#### What is expected
If a line appears in the data below, it must appear in your answer exactly as given.

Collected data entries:
=== Section Start ===

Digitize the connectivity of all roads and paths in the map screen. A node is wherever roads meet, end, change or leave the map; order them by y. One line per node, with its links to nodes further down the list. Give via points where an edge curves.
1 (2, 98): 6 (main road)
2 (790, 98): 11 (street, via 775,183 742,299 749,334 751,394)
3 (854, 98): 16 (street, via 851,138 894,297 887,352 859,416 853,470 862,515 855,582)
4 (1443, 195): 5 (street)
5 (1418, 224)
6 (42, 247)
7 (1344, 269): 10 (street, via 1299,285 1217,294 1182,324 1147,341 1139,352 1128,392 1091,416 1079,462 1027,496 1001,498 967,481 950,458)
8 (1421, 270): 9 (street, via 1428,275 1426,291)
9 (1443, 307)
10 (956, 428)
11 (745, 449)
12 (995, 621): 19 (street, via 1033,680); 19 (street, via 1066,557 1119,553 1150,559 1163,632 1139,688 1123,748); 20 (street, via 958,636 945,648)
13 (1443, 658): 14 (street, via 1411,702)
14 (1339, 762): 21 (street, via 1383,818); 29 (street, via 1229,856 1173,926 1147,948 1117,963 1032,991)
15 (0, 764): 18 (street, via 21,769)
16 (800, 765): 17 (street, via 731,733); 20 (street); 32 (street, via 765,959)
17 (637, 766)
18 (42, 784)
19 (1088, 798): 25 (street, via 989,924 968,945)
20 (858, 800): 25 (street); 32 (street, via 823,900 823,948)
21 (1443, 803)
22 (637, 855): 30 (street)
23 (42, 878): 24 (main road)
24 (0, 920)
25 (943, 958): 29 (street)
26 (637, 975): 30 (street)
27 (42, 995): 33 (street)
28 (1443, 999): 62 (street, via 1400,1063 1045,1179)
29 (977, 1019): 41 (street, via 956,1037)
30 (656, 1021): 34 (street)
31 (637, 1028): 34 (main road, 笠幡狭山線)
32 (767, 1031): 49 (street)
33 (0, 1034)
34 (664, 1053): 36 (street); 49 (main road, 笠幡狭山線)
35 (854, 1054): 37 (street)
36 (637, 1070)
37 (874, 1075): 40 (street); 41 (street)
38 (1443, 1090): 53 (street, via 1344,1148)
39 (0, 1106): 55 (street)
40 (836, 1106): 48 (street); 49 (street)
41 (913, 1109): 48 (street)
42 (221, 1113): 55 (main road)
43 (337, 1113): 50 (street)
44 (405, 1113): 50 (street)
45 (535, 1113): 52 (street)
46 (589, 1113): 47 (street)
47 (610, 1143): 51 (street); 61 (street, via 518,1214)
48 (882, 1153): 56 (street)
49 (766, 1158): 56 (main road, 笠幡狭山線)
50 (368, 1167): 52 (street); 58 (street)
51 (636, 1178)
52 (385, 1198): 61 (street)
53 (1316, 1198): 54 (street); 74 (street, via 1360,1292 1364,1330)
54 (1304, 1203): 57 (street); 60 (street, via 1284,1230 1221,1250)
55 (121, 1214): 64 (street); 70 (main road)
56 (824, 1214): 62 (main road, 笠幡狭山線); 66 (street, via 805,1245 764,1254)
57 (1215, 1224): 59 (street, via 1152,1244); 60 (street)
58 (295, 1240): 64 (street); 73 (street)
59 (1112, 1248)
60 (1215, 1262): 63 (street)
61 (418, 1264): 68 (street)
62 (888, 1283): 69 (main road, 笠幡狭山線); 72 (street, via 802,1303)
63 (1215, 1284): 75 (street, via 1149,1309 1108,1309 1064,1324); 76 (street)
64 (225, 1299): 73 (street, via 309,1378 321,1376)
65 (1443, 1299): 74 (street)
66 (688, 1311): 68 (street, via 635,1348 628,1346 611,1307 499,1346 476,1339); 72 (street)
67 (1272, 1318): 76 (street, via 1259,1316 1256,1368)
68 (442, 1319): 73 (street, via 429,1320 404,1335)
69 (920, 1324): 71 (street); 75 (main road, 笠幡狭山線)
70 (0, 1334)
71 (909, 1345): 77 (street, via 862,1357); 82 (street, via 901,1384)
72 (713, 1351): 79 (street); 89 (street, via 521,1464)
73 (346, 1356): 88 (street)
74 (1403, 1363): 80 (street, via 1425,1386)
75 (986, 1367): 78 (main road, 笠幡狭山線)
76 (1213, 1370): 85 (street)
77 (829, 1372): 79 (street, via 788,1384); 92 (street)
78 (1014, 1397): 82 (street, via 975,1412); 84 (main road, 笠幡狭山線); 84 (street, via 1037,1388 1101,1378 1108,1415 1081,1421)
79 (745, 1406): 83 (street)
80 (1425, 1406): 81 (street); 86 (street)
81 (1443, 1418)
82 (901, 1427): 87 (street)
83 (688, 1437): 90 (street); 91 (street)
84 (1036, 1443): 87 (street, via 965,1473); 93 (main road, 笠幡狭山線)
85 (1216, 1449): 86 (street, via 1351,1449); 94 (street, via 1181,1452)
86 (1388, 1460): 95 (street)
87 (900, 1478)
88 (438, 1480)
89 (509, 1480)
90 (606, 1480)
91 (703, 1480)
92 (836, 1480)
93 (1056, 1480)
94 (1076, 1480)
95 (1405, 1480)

=== Section End ===

#### Task result
Digitize the connectivity of all roads and paths in the map screen. A node is wherever roads meet, end, change or leave the map; order them by y. One line per node, with its links to nodes further down the list. Give via points where an edge curves.
1 (2, 98): 6 (main road)
2 (790, 98): 11 (street, via 775,183 742,299 749,334 751,394)
3 (854, 98): 16 (street, via 851,138 894,297 887,352 859,416 853,470 862,515 855,582)
4 (1443, 195): 5 (street)
5 (1418, 224)
6 (42, 247)
7 (1344, 269): 10 (street, via 1299,285 1217,294 1182,324 1147,341 1139,352 1128,392 1091,416 1079,462 1027,496 1001,498 967,481 950,458)
8 (1421, 270): 9 (street, via 1428,275 1426,291)
9 (1443, 307)
10 (956, 428)
11 (745, 449)
12 (995, 621): 19 (street, via 1033,680); 19 (street, via 1066,557 1119,553 1150,559 1163,632 1139,688 1123,748); 20 (street, via 958,636 945,648)
13 (1443, 658): 14 (street, via 1411,702)
14 (1339, 762): 21 (street, via 1383,818); 29 (street, via 1229,856 1173,926 1147,948 1117,963 1032,991)
15 (0, 764): 18 (street, via 21,769)
16 (800, 765): 17 (street, via 731,733); 20 (street); 32 (street, via 765,959)
17 (637, 766)
18 (42, 784)
19 (1088, 798): 25 (street, via 989,924 968,945)
20 (858, 800): 25 (street); 32 (street, via 823,900 823,948)
21 (1443, 803)
22 (637, 855): 30 (street)
23 (42, 878): 24 (main road)
24 (0, 920)
25 (943, 958): 29 (street)
26 (637, 975): 30 (street)
27 (42, 995): 33 (street)
28 (1443, 999): 62 (street, via 1400,1063 1045,1179)
29 (977, 1019): 41 (street, via 956,1037)
30 (656, 1021): 34 (street)
31 (637, 1028): 34 (main road, 笠幡狭山線)
32 (767, 1031): 49 (street)
33 (0, 1034)
34 (664, 1053): 36 (street); 49 (main road, 笠幡狭山線)
35 (854, 1054): 37 (street)
36 (637, 1070)
37 (874, 1075): 40 (street); 41 (street)
38 (1443, 1090): 53 (street, via 1344,1148)
39 (0, 1106): 55 (street)
40 (836, 1106): 48 (street); 49 (street)
41 (913, 1109): 48 (street)
42 (221, 1113): 55 (main road)
43 (337, 1113): 50 (street)
44 (405, 1113): 50 (street)
45 (535, 1113): 52 (street)
46 (589, 1113): 47 (street)
47 (610, 1143): 51 (street); 61 (street, via 518,1214)
48 (882, 1153): 56 (street)
49 (766, 1158): 56 (main road, 笠幡狭山線)
50 (368, 1167): 52 (street); 58 (street)
51 (636, 1178)
52 (385, 1198): 61 (street)
53 (1316, 1198): 54 (street); 74 (street, via 1360,1292 1364,1330)
54 (1304, 1203): 57 (street); 60 (street, via 1284,1230 1221,1250)
55 (121, 1214): 64 (street); 70 (main road)
56 (824, 1214): 62 (main road, 笠幡狭山線); 66 (street, via 805,1245 764,1254)
57 (1215, 1224): 59 (street, via 1152,1244); 60 (street)
58 (295, 1240): 64 (street); 73 (street)
59 (1112, 1248)
60 (1215, 1262): 63 (street)
61 (418, 1264): 68 (street)
62 (888, 1283): 69 (main road, 笠幡狭山線); 72 (street, via 802,1303)
63 (1215, 1284): 75 (street, via 1149,1309 1108,1309 1064,1324); 76 (street)
64 (225, 1299): 73 (street, via 309,1378 321,1376)
65 (1443, 1299): 74 (street)
66 (688, 1311): 68 (street, via 635,1348 628,1346 611,1307 499,1346 476,1339); 72 (street)
67 (1272, 1318): 76 (street, via 1259,1316 1256,1368)
68 (442, 1319): 73 (street, via 429,1320 404,1335)
69 (920, 1324): 71 (street); 75 (main road, 笠幡狭山線)
70 (0, 1334)
71 (909, 1345): 77 (street, via 862,1357); 82 (street, via 901,1384)
72 (713, 1351): 79 (street); 89 (street, via 521,1464)
73 (346, 1356): 88 (street)
74 (1403, 1363): 80 (street, via 1425,1386)
75 (986, 1367): 78 (main road, 笠幡狭山線)
76 (1213, 1370): 85 (street)
77 (829, 1372): 79 (street, via 788,1384); 92 (street)
78 (1014, 1397): 82 (street, via 975,1412); 84 (main road, 笠幡狭山線); 84 (street, via 1037,1388 1101,1378 1108,1415 1081,1421)
79 (745, 1406): 83 (street)
80 (1425, 1406): 81 (street); 86 (street)
81 (1443, 1418)
82 (901, 1427): 87 (street)
83 (688, 1437): 90 (street); 91 (street)
84 (1036, 1443): 87 (street, via 965,1473); 93 (main road, 笠幡狭山線)
85 (1216, 1449): 86 (street, via 1351,1449); 94 (street, via 1181,1452)
86 (1388, 1460): 95 (street)
87 (900, 1478)
88 (438, 1480)
89 (509, 1480)
90 (606, 1480)
91 (703, 1480)
92 (836, 1480)
93 (1056, 1480)
94 (1076, 1480)
95 (1405, 1480)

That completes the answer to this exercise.